* [Work order]:
Where a line below holds the string "path", copy that line.

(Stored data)
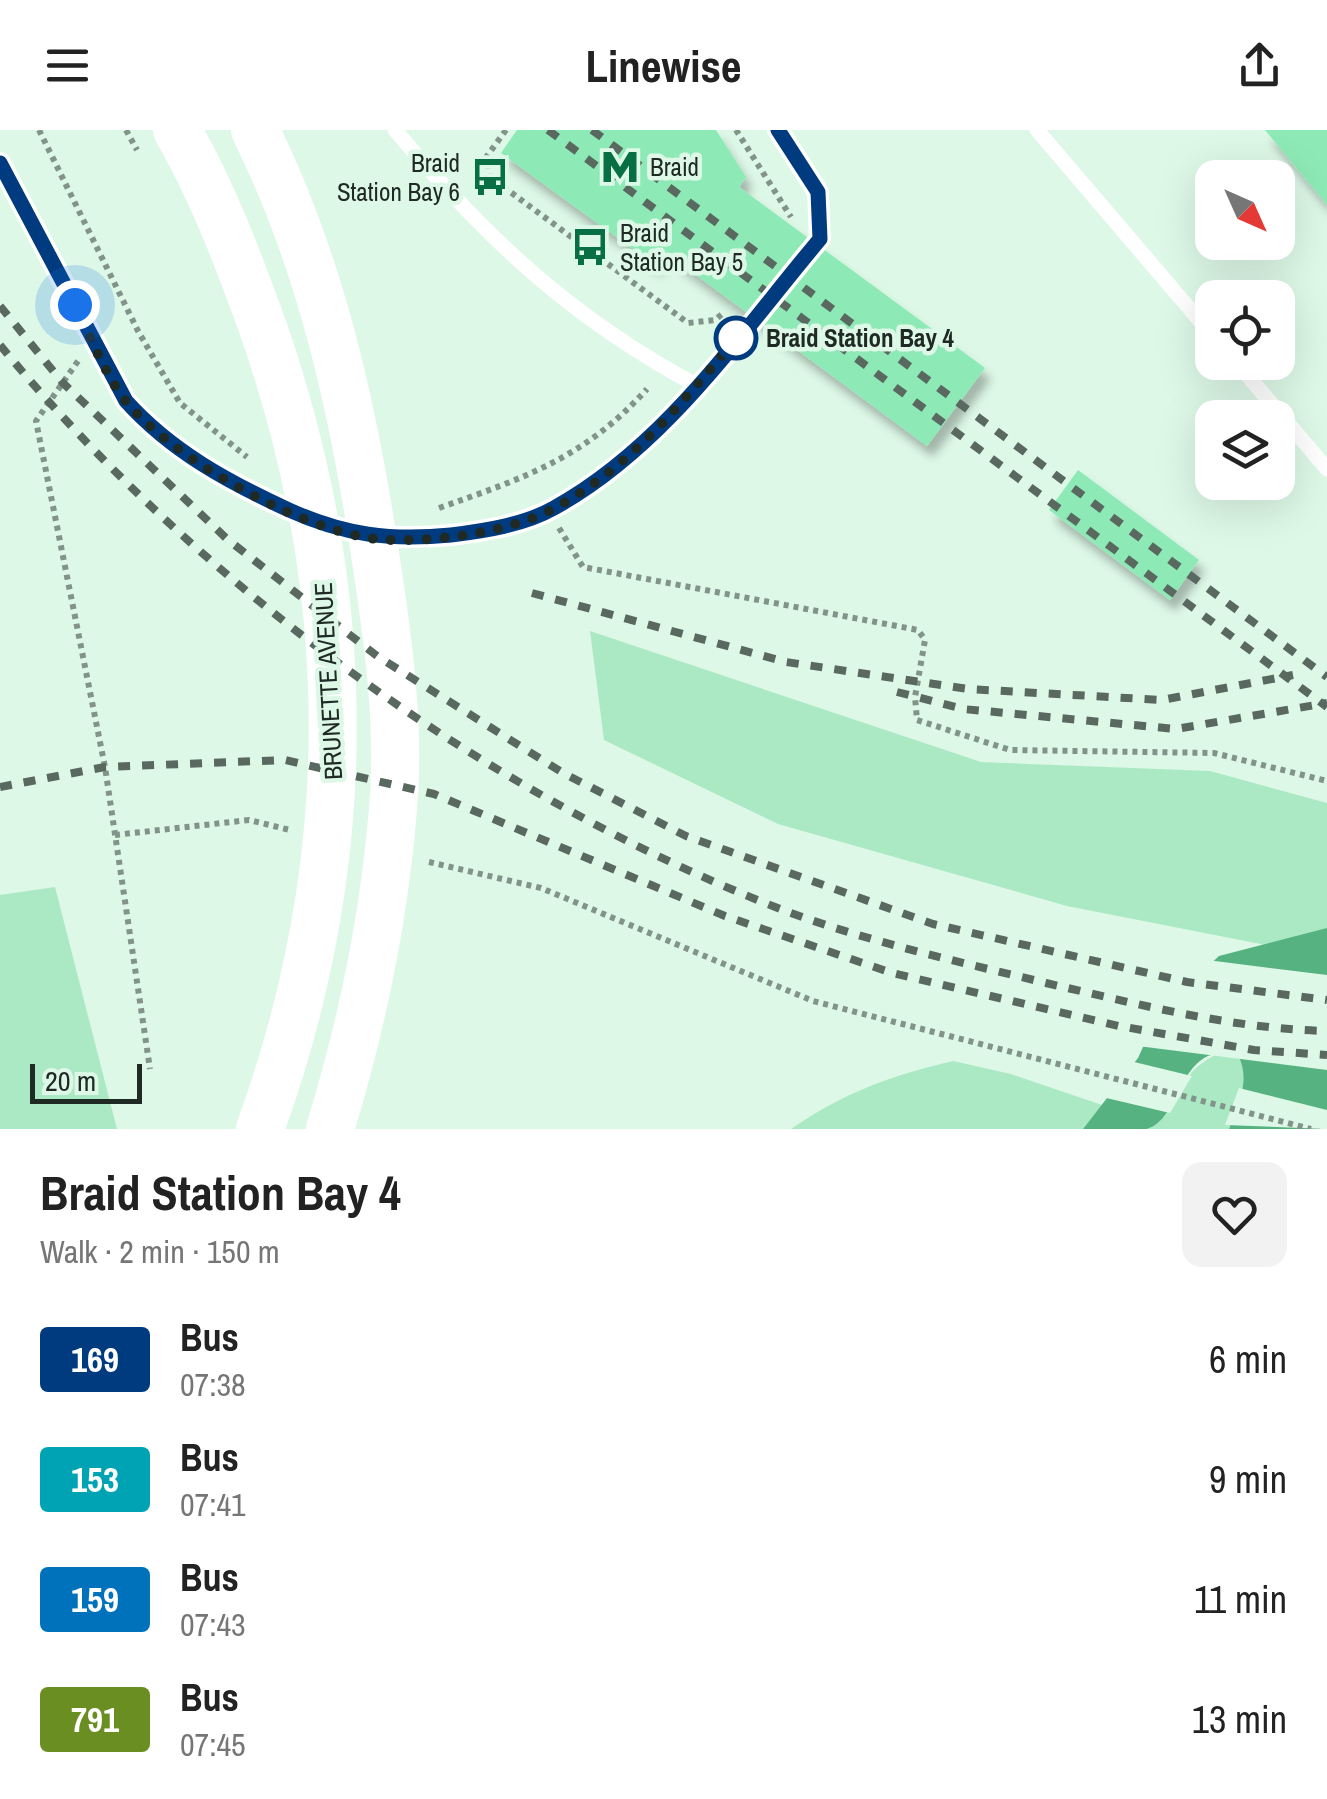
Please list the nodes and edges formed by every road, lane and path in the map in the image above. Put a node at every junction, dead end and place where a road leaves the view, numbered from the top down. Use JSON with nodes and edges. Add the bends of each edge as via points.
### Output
{"nodes":[{"id":1,"x":177,"y":130,"type":"edge"},
{"id":2,"x":256,"y":130,"type":"edge"},
{"id":3,"x":394,"y":130,"type":"edge"},
{"id":4,"x":506,"y":130,"type":"edge"},
{"id":5,"x":736,"y":130,"type":"edge"},
{"id":6,"x":778,"y":130,"type":"edge"},
{"id":7,"x":1037,"y":130,"type":"edge"},
{"id":8,"x":0,"y":163,"type":"edge"},
{"id":9,"x":795,"y":226,"type":"dead end"},
{"id":10,"x":728,"y":308,"type":"dead end"},
{"id":11,"x":1195,"y":315,"type":"edge"},
{"id":12,"x":93,"y":340,"type":"junction"},
{"id":13,"x":1251,"y":380,"type":"edge"},
{"id":14,"x":698,"y":386,"type":"junction"},
{"id":15,"x":647,"y":389,"type":"dead end"},
{"id":16,"x":1327,"y":468,"type":"edge"},
{"id":17,"x":539,"y":473,"type":"dead end"},
{"id":18,"x":562,"y":536,"type":"dead end"},
{"id":19,"x":1327,"y":781,"type":"edge"},
{"id":20,"x":308,"y":834,"type":"dead end"},
{"id":21,"x":115,"y":835,"type":"junction"},
{"id":22,"x":424,"y":861,"type":"dead end"},
{"id":23,"x":150,"y":1068,"type":"dead end"},
{"id":24,"x":260,"y":1129,"type":"edge"},
{"id":25,"x":330,"y":1129,"type":"edge"},
{"id":26,"x":1310,"y":1129,"type":"edge"}],
"edges":[{"from":1,"to":24,"type":"main road","name":"BRUNETTE AVENUE","via":[[246,280],[298,446],[321,555],[332,670],[336,746],[320,911]]},
{"from":2,"to":25,"type":"main road","via":[[303,240],[361,455],[394,714],[394,807],[379,925]]},
{"from":3,"to":14,"type":"lane","via":[[465,212],[550,292],[630,349]]},
{"from":4,"to":10,"type":"path","via":[[488,156],[490,177],[688,323],[715,320]]},
{"from":5,"to":9,"type":"path"},
{"from":6,"to":14,"type":"lane","via":[[818,192],[820,239]]},
{"from":7,"to":11,"type":"lane"},
{"from":8,"to":12,"type":"lane"},
{"from":12,"to":14,"type":"lane","via":[[146,424],[223,480],[330,528],[386,540],[484,531],[550,510],[604,477]]},
{"from":12,"to":21,"type":"path","via":[[36,421]]},
{"from":13,"to":16,"type":"lane"},
{"from":15,"to":17,"type":"path","via":[[608,429]]},
{"from":18,"to":19,"type":"path","via":[[583,567],[918,630],[924,640],[917,720],[1010,750],[1214,753]]},
{"from":20,"to":21,"type":"path","via":[[249,820]]},
{"from":21,"to":23,"type":"path"},
{"from":22,"to":26,"type":"path","via":[[541,888],[813,1001]]}]}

* [Answer to this task]:
Please list the nodes and edges formed by every road, lane and path in the map in the image above. Put a node at every junction, dead end and place where a road leaves the view, numbered from the top down. Use JSON with nodes and edges. Add the bends of each edge as via points.
{"from":4,"to":10,"type":"path","via":[[488,156],[490,177],[688,323],[715,320]]},
{"from":5,"to":9,"type":"path"},
{"from":12,"to":21,"type":"path","via":[[36,421]]},
{"from":15,"to":17,"type":"path","via":[[608,429]]},
{"from":18,"to":19,"type":"path","via":[[583,567],[918,630],[924,640],[917,720],[1010,750],[1214,753]]},
{"from":20,"to":21,"type":"path","via":[[249,820]]},
{"from":21,"to":23,"type":"path"},
{"from":22,"to":26,"type":"path","via":[[541,888],[813,1001]]}]}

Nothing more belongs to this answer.